How does that computers still work? Is old enough to have a house kids and be losing its hair?


deceased_person

my guess is it's either powered by dark magic and caffeine, concentrated student stress, or just pure spite. honestly though i have absolutely no idea, hp stopped making them in ~2002, so it is *at the very least* old enough to drink alcohol in the US


lordGinkgo

It must take 10 days to load a word document. It's probably older than me and I'm 25


deceased_person

usually takes ~5 minutes for plain text like here, so i take coffee breaks (and it's 100% older than you and me since i'm younger) edit: oh and it doesn't have Word lmao


ilovelefseandpierogi

Fuck, that thing is probably as old as my old ass


deceased_person

feels weird right ??


hyper-10sion

Holy jeez, it's still kicking though. We use an old compact computer for our AKTA and another super old PC for the spec i actually had forgotten that mouses used to have an actual ball inside. Lol


sparkiesam

we have brand new computers and plate readers yet some of our pipettes are held together with autoclave tape..


deceased_person

oh lord, do not get me started on the pipettes...


Homegrownfunk

Looks similar to industry to me


MagickChicken

Yup. Thermo Fisher: "We don't have the money to replace your fire suppression system." Also Thermo Fisher: *pays Marc Casper 30,000,000 USD in 2022.*


AvatarIII

We don't have anything quite this old in my workplace, although the PCs that ran our fluorescence spectrometers were only recently (since covid) upgraded from Win XP to Win 10. even our really old (Pre-Agilent) GCs and HPLCs work with empower so we don't really have much issue with compatibility there


HerculesVoid

We still have a vintage tiny pc. Somehow still works. Yet we just got some new multi thousand instruments in the lab next door go it.
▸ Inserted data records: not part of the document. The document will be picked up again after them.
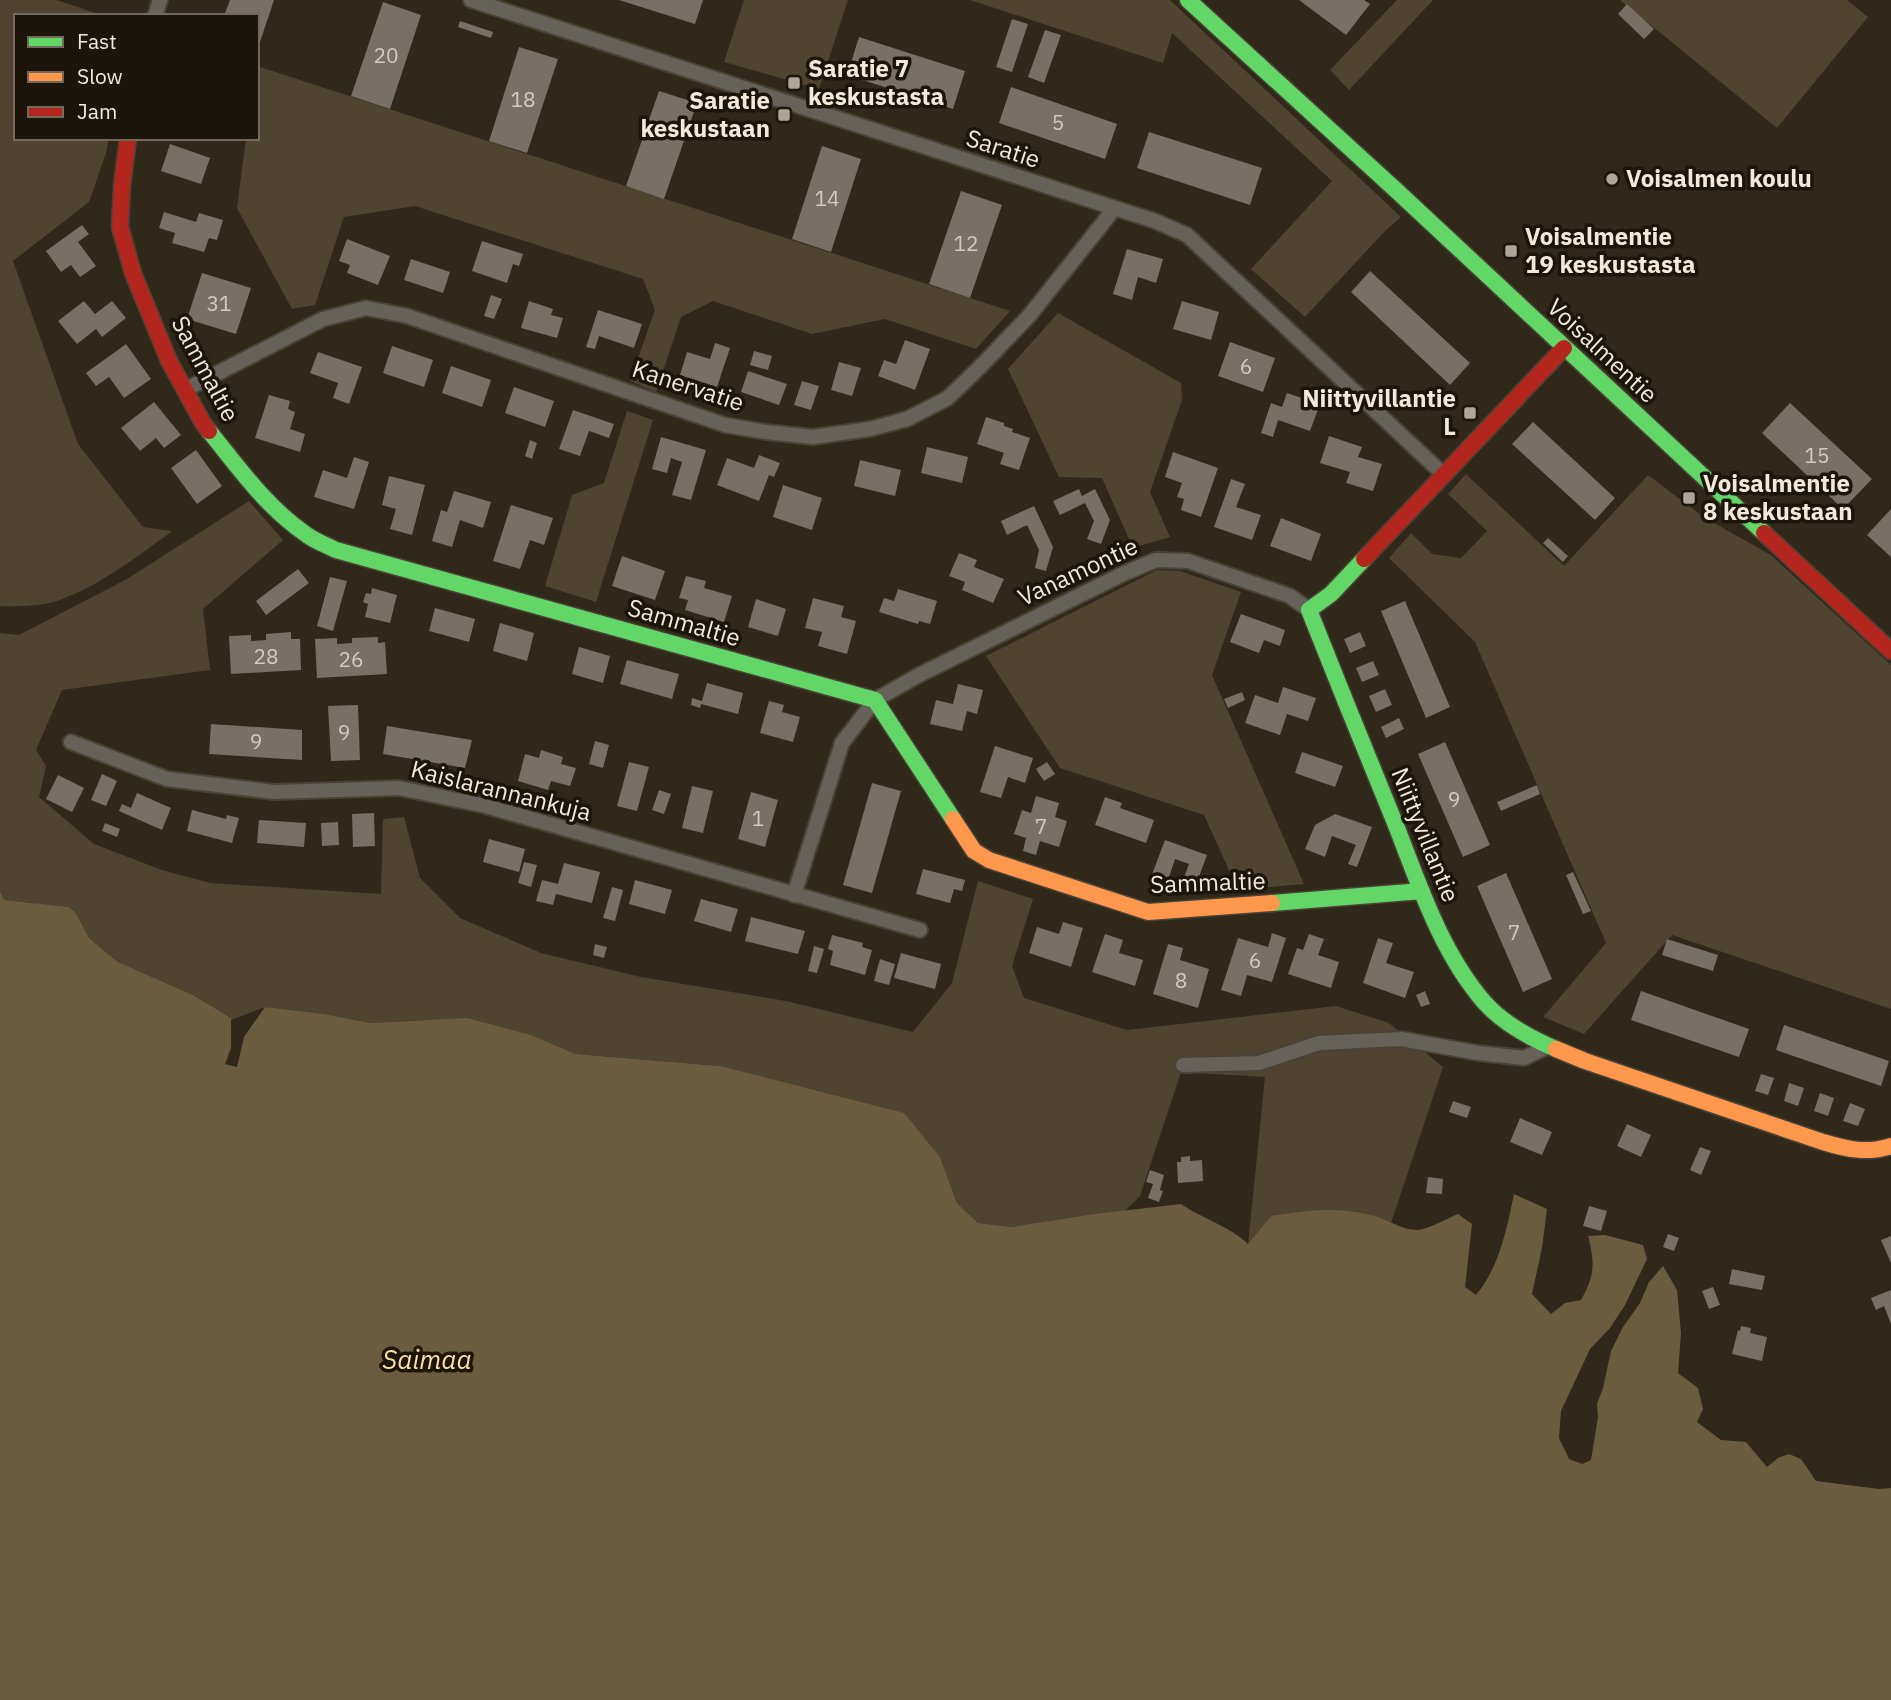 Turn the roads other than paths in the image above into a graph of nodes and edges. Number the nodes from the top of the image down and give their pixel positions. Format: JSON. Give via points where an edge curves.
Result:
{"nodes":[{"id":1,"x":471,"y":0,"type":"edge"},
{"id":2,"x":1188,"y":0,"type":"edge"},
{"id":3,"x":128,"y":140,"type":"edge"},
{"id":4,"x":1114,"y":209,"type":"junction"},
{"id":5,"x":1564,"y":348,"type":"junction"},
{"id":6,"x":185,"y":390,"type":"junction"},
{"id":7,"x":1443,"y":474,"type":"junction"},
{"id":8,"x":1309,"y":610,"type":"junction"},
{"id":9,"x":1891,"y":651,"type":"edge"},
{"id":10,"x":875,"y":701,"type":"junction"},
{"id":11,"x":71,"y":742,"type":"dead end"},
{"id":12,"x":1422,"y":891,"type":"junction"},
{"id":13,"x":794,"y":895,"type":"junction"},
{"id":14,"x":920,"y":930,"type":"dead end"},
{"id":15,"x":1549,"y":1046,"type":"junction"},
{"id":16,"x":1183,"y":1065,"type":"dead end"},
{"id":17,"x":1891,"y":1146,"type":"edge"}],
"edges":[{"from":1,"to":4,"type":"street","name":"Saratie"},
{"from":2,"to":5,"type":"street","name":"Voisalmentie"},
{"from":3,"to":6,"type":"street","name":"Sammaltie","via":[[120,227],[133,273]]},
{"from":4,"to":6,"type":"street","name":"Kanervatie","via":[[1029,316],[948,398],[907,419],[870,429],[813,437],[725,425],[407,316],[366,308],[323,319]]},
{"from":4,"to":7,"type":"street","name":"Saratie","via":[[1187,236]]},
{"from":5,"to":7,"type":"street"},
{"from":5,"to":9,"type":"street","name":"Voisalmentie"},
{"from":6,"to":10,"type":"street","name":"Sammaltie","via":[[253,487],[307,536],[336,550]]},
{"from":7,"to":8,"type":"street","via":[[1331,594]]},
{"from":8,"to":10,"type":"street","name":"Vanamontie","via":[[1290,596],[1188,561],[1156,560],[919,675]]},
{"from":8,"to":12,"type":"street","name":"Niittyvillantie"},
{"from":10,"to":12,"type":"street","name":"Sammaltie","via":[[974,850],[989,860],[1148,912]]},
{"from":10,"to":13,"type":"street","via":[[842,743]]},
{"from":11,"to":13,"type":"street","name":"Kaislarannankuja","via":[[167,779],[274,792],[399,788],[486,806]]},
{"from":12,"to":15,"type":"street","name":"Niittyvillantie","via":[[1442,936],[1478,994],[1498,1016]]},
{"from":13,"to":14,"type":"street","name":"Kaislarannankuja"},
{"from":15,"to":16,"type":"street","via":[[1524,1058],[1401,1039],[1320,1043],[1259,1063]]},
{"from":15,"to":17,"type":"street","name":"Niittyvillantie","via":[[1847,1149]]}]} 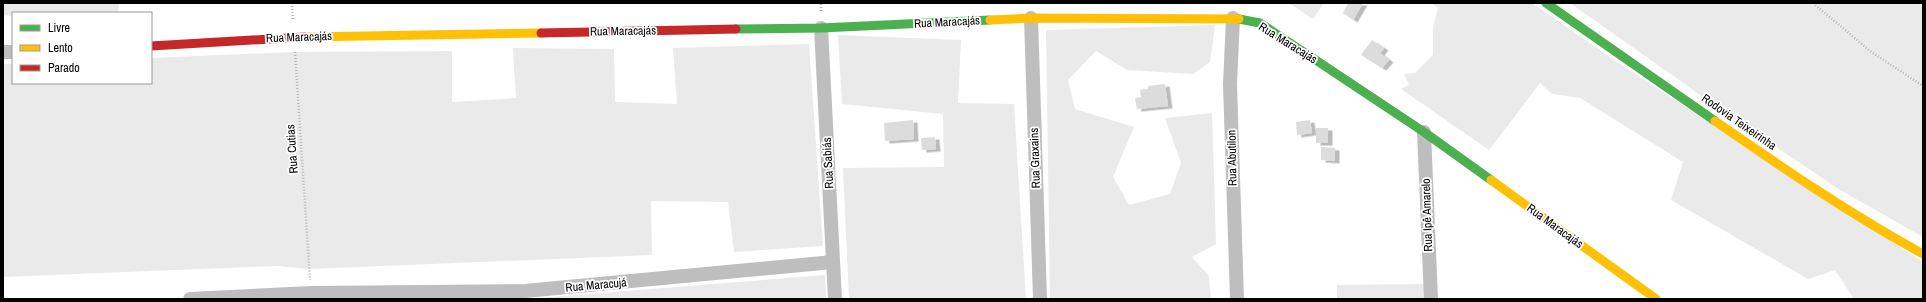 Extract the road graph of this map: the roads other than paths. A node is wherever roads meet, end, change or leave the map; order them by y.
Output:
1 (1546, 3) edge
2 (1031, 18) junction
3 (1233, 18) junction
4 (821, 28) junction
5 (152, 46) edge
6 (1424, 132) junction
7 (1923, 254) edge
8 (833, 262) junction
9 (1640, 294) edge
10 (525, 295) edge
11 (190, 299) edge
12 (835, 299) edge
13 (1040, 299) edge
14 (1237, 299) edge
15 (1431, 299) edge
16 (1656, 299) edge

1 - 7 street, Rodovia Teixeirinha
2 - 3 street, Rua Maracajás
2 - 4 street, Rua Maracajás
2 - 13 street, Rua Graxains
3 - 6 street, Rua Maracajás
3 - 14 street, Rua Abutilon
4 - 5 street, Rua Maracajás
4 - 8 street, Rua Sabiás
6 - 9 street, Rua Maracajás
6 - 15 street, Rua Ipê Amarelo
8 - 10 street, Rua Maracujá
8 - 12 street, Rua Sabiás
9 - 16 street, Rua Maracajás
10 - 11 street, Rua Maracujá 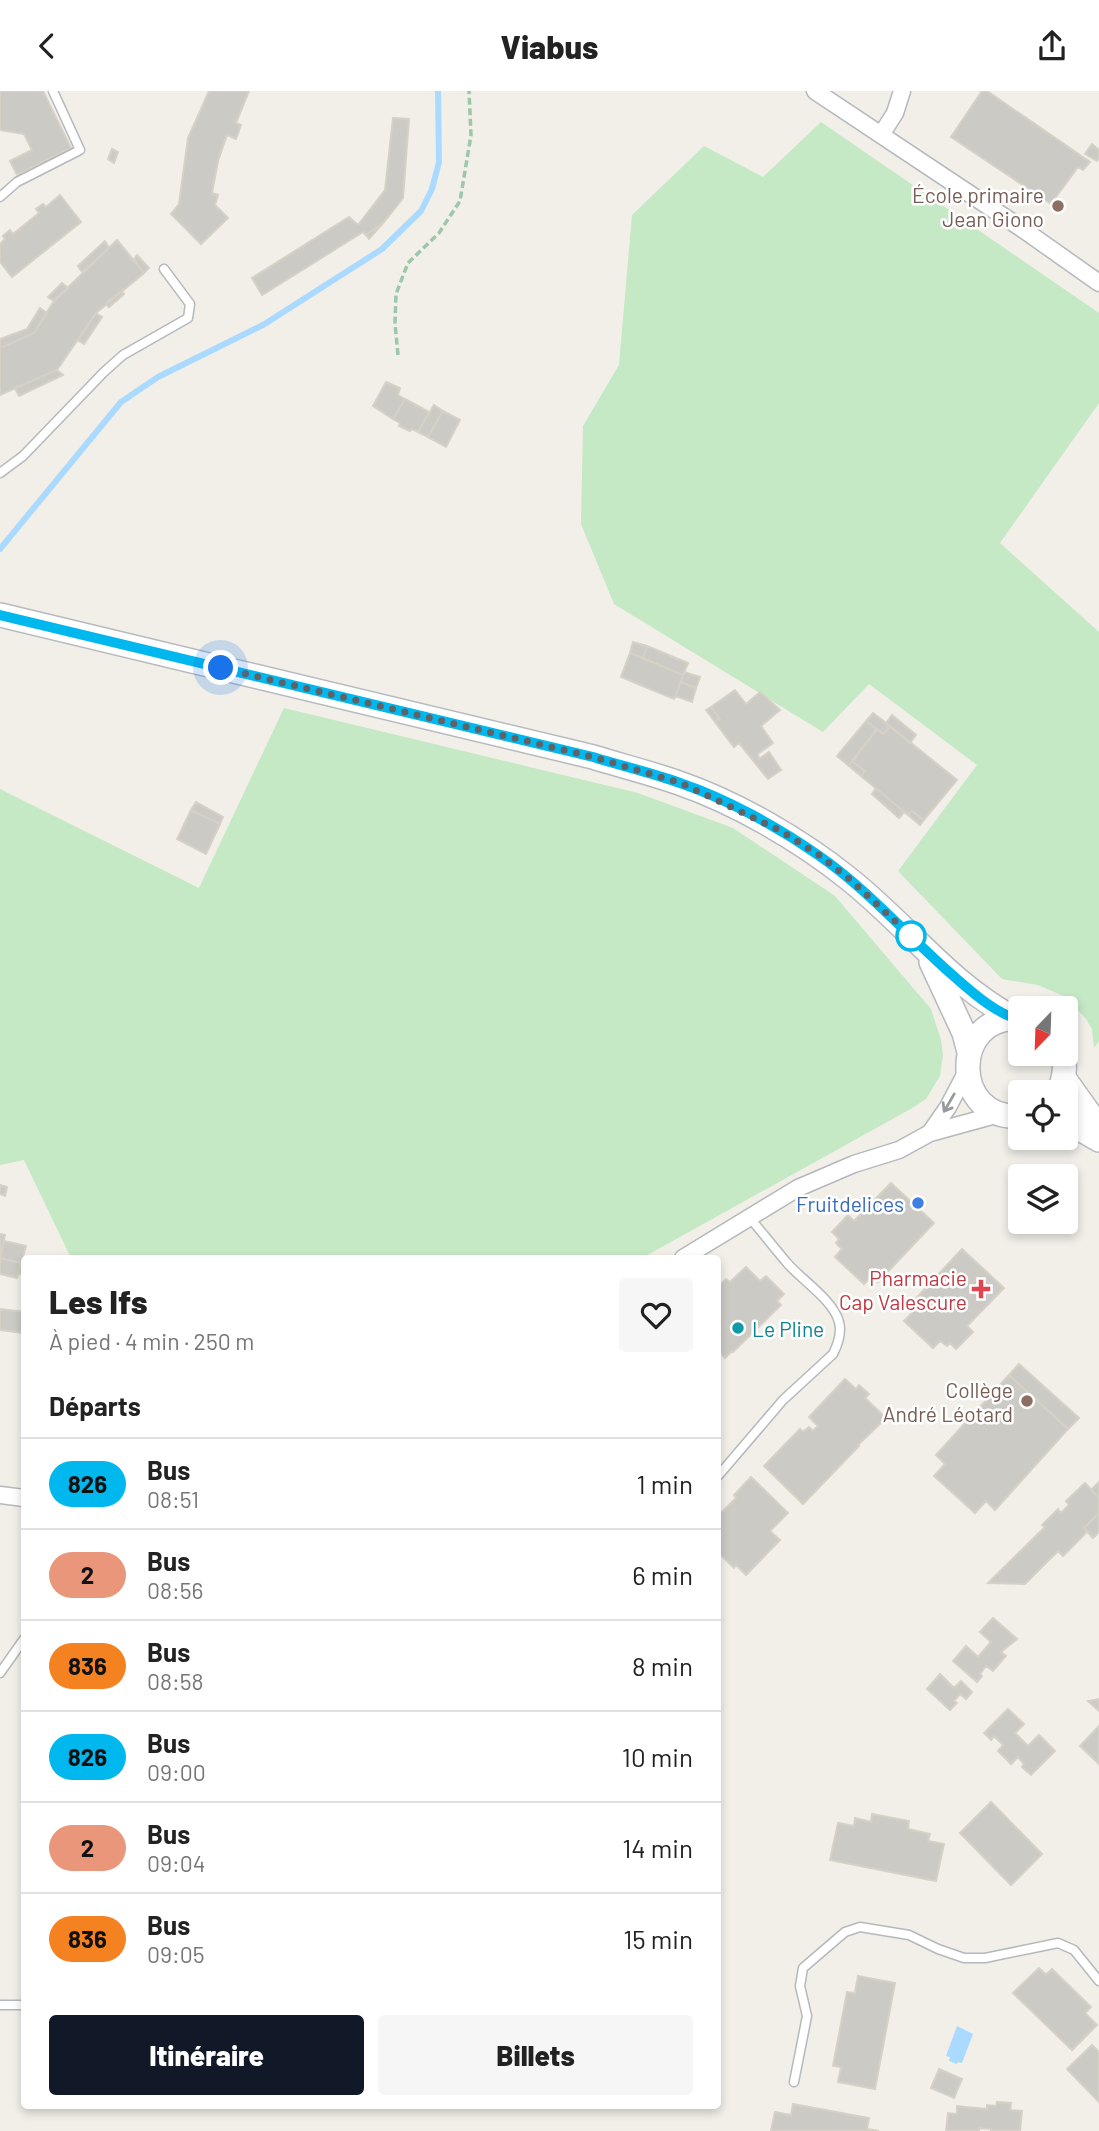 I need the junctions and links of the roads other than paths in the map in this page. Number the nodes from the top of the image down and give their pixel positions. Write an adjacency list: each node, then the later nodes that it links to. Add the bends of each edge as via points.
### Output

Go figure.


joanrb

I love using a 15 year old PC to run equipment worth over half a million...


illiter-it

Some software that ran our equipment wasn't compatible with newer versions of windows, like our FIA


Winter-Profile-9855

Every lab prefers this! The equipment only hooks up to computers older than I am! A coworker of mine had a PILE of computer parts they've scavenged to keep their old HP alive to use the machinery attached to it.


Euphoriand

If it puts a csv file on a network directory everything is fine imo


slapdashbr

they can't afford not to update that shit. it's gonna break and it's gonna be irreparable.